Below Kelley discusses Breads & Spreads and her own passion for cooking.

Please tell me about the “long line of good cooks” in your family, and how they inspired you to take an interest in cooking at a very early age.

Sheree Rose Kelley

Not everyone has grandparents live into their 90s. I have been blessed to know and learn from the best. Honestly, I didn’t have a choice–it was a way of life. We grew and ate everything from the farm. It came naturally for me. I didn’t know any other way.

Learning to make cornbread and biscuits was so satisfying; those were the staples of every meal. Even as a child I was looking for new recipes to prepare, knowing I could always go back to my firsthand knowledge.

I watched Mama make Hushpuppies a million times for the many “fish suppers,” as Grandmommie would call them. She never had a recipe and when I added this to my book, I had to develop it–and they are mouthwatering!

The satisfaction in knowing how to prepare something and have it look appealing and taste good was exciting!

Tell me about Belle Meade Winery and your cooking classes there.

I first started in the gift shop branding foods for the Belle Meade line. We began to look for additional revenue streams for the site. Alton, my husband and executive director of Belle Meade Plantation, and I started the Belle Meade Winery in November 2009. After we got the winery on its feet I began developing recipes using our wines. The baking classes started shortly afterward.

The class begins with a guided hospitality tour of the mansion and then to the original working kitchen where I teach biscuit baking and ends in the winery for a wine tasting. It was a natural fit to combine the food and wine. Each guest has an opportunity to purchase the tools I use for the class, as well as any new kitchen items on the market.

Before you went to work at Belle Meade, your success with Pampered Chef was phenomenal! Did this come as a surprise to you at the time? Was it hard to give it up?

My love of selling comes naturally. Even as a little girl I would sell cards and stationary in my Mama’s beauty shop. When the opportunity for my two loves–cooking and selling–came together with Pampered Chef, I was in “hog heaven.” I earned my first trip without knowing I achieved it. I received a call from the home office to tell me I was on track and I just kept doing what I was doing and before I knew it, I was on my way to Disney World with the whole family. I had enthusiasm for the product and it shined through to each of my customers.

I really haven’t given it up–I’m selling and teaching in a different format.

Please tell me about the wonderful cover and unique binding of this book.

On a trip to England, I picked up a cookbook that was very appealing from the cover.
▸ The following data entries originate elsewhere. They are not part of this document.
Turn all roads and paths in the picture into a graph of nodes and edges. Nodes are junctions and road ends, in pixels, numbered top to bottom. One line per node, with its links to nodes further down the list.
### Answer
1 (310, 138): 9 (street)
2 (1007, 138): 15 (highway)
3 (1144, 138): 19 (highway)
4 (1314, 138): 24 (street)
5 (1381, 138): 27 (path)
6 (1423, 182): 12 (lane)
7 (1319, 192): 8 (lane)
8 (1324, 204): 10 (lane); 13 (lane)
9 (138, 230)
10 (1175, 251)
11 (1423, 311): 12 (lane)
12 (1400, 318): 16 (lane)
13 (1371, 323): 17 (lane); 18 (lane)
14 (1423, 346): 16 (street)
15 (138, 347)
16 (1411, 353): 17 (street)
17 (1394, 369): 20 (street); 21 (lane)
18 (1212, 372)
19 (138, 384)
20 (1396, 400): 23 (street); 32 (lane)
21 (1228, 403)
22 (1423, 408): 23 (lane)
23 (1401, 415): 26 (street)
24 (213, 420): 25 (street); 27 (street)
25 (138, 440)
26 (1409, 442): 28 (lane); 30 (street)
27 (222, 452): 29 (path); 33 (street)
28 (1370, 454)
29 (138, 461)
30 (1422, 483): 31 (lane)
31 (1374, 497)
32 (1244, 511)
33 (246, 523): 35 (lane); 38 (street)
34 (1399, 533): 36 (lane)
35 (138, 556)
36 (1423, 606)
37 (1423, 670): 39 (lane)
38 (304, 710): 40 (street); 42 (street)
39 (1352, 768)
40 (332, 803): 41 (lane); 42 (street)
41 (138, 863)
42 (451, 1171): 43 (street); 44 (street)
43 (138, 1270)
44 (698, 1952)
As I examined the book, I discovered the Swiss binding (which allows the spine of the book to lay flat). As for my cover, that was the hardest decision I had to make. Would it be formal, casual, my picture on the front–or not, whatever, it had to be appealing and certainly speak to the title of the book.

Breads & Spreads is the first in a series of cookbooks you’ve planned in order to share more of your family secrets in a variety of different foods. Tell me about the series, and why you chose to start with a book on baking.

Making biscuits was the basis for the cookbook. My claim to fame is winning First Place in the 4-H Bread Baking Contest in the fourth grade for my homemade biscuits. Each meal begins with bread so why not start a series of cookbooks with the same?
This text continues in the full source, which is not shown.